If a single root cause has predominated in explanations of the current global financial crisis, it is ‘deregulation’. Lack of state oversight of financial markets is widely cited—not only in the opinion columns of the financial press, but by left-wing commentators, too—as having permitted the perilous over-leveraging of financial institutions, based on weakly securitized debt, that has brought about the present debacle. This diagnosis of the cause of the crisis also steers towards a particular solution: if deregulation allowed markets to get out of control, then we must look to re-regulation as the way out. Thus Will Hutton sees the subprime crisis as the result of decades of laissez-faire policies, resulting in excessive financial growth and instability; now that ‘Anglo-Saxon financial capitalism has suffered a fundamental reverse’, he looks forward to the return of Keynesian regulatory policies. Eric Helleiner also hopes that ‘the crisis may be pushing us toward a more decentralized and re-regulated global financial order . . . more compatible with diverse forms of capitalism’ that would ‘sit less comfortably with an entirely liberal set of rules for the movement of capital and financial services’. By contrast, Robin Blackburn’s analysis of the crisis makes the point that ‘financialization was born in a quite heavily regulated world’, and he questions whether ‘more and better regulation’, even while needed, will ‘be enough’. But his account of the crisis mainly emphasizes rampant financial innovation in an unregulated shadow banking system.
For many authors, this focus on ‘deregulation’ in explaining the current crisis is closely associated with a Polanyian understanding of the shifting boundaries between state and market, which would see markets as having become 'disembedded’ from the state. From this perspective, we may now be witnessing the start of a movement whereby the market will be re-embedded in public norms and regulatory institutions. As Robert Wade recently wrote in these pages:
Governmental responses to the crisis suggest that we have entered the second leg of Polanyi’s ‘double movement’, the recurrent pattern in capitalism whereby (to oversimplify) a regime of free markets and increasing commodification generates such suffering and displacement as to prompt attempts to impose closer regulation of markets and de-commodification.
The central problem with this perspective is the tendency to analyse the financial dynamics of the past decades within the terms of that era’s hegemonic self-representation—that is, through the key tenets of neoliberal ideology: the retreat of public institutions from social and economic life, and the return to a pre-Keynesian era of non-intervention.
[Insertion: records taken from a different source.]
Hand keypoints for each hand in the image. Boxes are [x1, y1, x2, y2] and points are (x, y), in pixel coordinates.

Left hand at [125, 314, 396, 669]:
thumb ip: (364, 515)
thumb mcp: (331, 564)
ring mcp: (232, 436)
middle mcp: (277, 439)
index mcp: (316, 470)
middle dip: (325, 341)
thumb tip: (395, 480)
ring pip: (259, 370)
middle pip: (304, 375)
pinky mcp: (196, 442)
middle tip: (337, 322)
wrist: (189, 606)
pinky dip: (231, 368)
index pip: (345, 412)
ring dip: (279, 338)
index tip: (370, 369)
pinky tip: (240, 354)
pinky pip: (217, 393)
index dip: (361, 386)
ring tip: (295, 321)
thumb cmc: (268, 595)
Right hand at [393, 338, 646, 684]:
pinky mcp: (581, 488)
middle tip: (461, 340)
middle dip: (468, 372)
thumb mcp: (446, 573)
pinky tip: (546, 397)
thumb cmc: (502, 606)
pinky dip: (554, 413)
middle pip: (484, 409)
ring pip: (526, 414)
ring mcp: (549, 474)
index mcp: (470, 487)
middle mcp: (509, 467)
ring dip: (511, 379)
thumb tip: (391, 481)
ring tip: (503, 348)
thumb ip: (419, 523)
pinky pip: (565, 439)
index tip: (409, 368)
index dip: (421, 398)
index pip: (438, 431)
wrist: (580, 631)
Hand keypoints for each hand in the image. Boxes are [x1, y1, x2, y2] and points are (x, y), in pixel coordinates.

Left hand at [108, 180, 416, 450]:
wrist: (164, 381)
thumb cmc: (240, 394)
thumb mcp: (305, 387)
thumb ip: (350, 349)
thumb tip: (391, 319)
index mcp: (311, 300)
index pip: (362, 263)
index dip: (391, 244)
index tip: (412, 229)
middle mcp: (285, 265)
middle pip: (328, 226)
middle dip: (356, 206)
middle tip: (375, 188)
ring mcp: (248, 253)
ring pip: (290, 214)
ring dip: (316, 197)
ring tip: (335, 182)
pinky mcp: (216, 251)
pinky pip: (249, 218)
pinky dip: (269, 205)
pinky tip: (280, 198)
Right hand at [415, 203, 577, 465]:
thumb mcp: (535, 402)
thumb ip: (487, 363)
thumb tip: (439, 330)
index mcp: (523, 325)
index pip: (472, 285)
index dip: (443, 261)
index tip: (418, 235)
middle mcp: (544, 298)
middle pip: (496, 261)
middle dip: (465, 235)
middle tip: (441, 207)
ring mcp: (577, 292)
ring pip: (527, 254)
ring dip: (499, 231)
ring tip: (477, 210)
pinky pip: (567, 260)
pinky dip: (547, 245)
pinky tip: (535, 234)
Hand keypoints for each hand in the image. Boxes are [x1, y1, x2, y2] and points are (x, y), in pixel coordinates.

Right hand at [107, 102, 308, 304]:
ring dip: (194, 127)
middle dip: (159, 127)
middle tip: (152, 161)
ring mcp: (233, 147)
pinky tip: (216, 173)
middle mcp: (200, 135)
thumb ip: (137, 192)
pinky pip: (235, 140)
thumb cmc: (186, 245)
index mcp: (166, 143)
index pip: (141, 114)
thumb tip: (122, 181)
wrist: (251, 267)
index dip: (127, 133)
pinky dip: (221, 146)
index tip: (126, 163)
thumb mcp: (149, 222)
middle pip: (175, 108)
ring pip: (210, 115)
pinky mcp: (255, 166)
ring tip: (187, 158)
But it was only on the most stylized and superficial reading that the state could be seen to have withdrawn. Neoliberal practices did not entail institutional retreat so much as the expansion and consolidation of the networks of institutional linkages that sustained the imperial power of American finance. Of course it has become commonplace to assert that states and markets should not be seen as really counter-posed; but such claims have tended to remain rather perfunctory, and most research has remained guided by the notion that financial expansion has been accompanied by the attenuation of the state. A concrete account of the many ways in which the us state and financial markets are mutually constituted must necessarily involve an awareness that the practical effects of neoliberal ideologies are not well represented in those discourses themselves. Neoliberalism and financial expansion did not lift the market out of its social context; rather, they embedded financial forms and principles more deeply in the fabric of American society.
This is not to deny that changes in the mode of regulation played an important role in the developments that led to the crisis, but rather to argue that these should be situated within a wider context of financialized class relations. [pages 67-8]
2 comments:
A friend just emailed this article to me. Thanks for including a portion of it. Thinking of neoliberal governmentality rather than ideology may get us out of the deregulation problem. Hayek and the others realized the market had to be created. What was the logic of this market? How was this logic in turn flipped back on state? A related set of questions connect this process to the financialization of capital....
It just bears repeating over and over, that because one mode of regulation ends it doesn't mean that regulation as such has ended.
I've only read a couple of secondary, fairly critical sources on Hayek, but from what I read doesn't he differ from the so-called ordo-Liberals (the West German post-war Neo-Liberals) in arguing that markets are catallaxies: culturally created associations made totally outside the control of the state? Of course, I think he's wrong, but I think this is his position.
I'll have to think some more on your questions, but the links between the Neoliberal governmentalisation of the state and finance capital are where I think the real action is. What I'm particularly interested in is how the logics of financial 'instruments' become embedded as cultural forms into everyday life.
You've probably seen it but there's another recent essay on Neoliberalism in the latest Public Culture journal by Michel Feher. Feher argues that Foucault is onto how the Chicago School critique of labor-power -- which they recast as human capital -- is a fundamental break from the Marxist understanding of labor-power. The notions of the self as enterprise, and entrepreneur arise out of this rationality. Feher argues that we on the Left can use the Neoliberal condition to redefine what self-appreciation means. In other words, I think what he's arguing is that the ideas of and formations around labor are becoming residual and that the Left should refocus its late-1960s radicalism on are the concepts and practices that traverse 'human capital'. The Left need to challenge moeds of Neoliberal self-appreciation and ask what constitutes an appreciable life?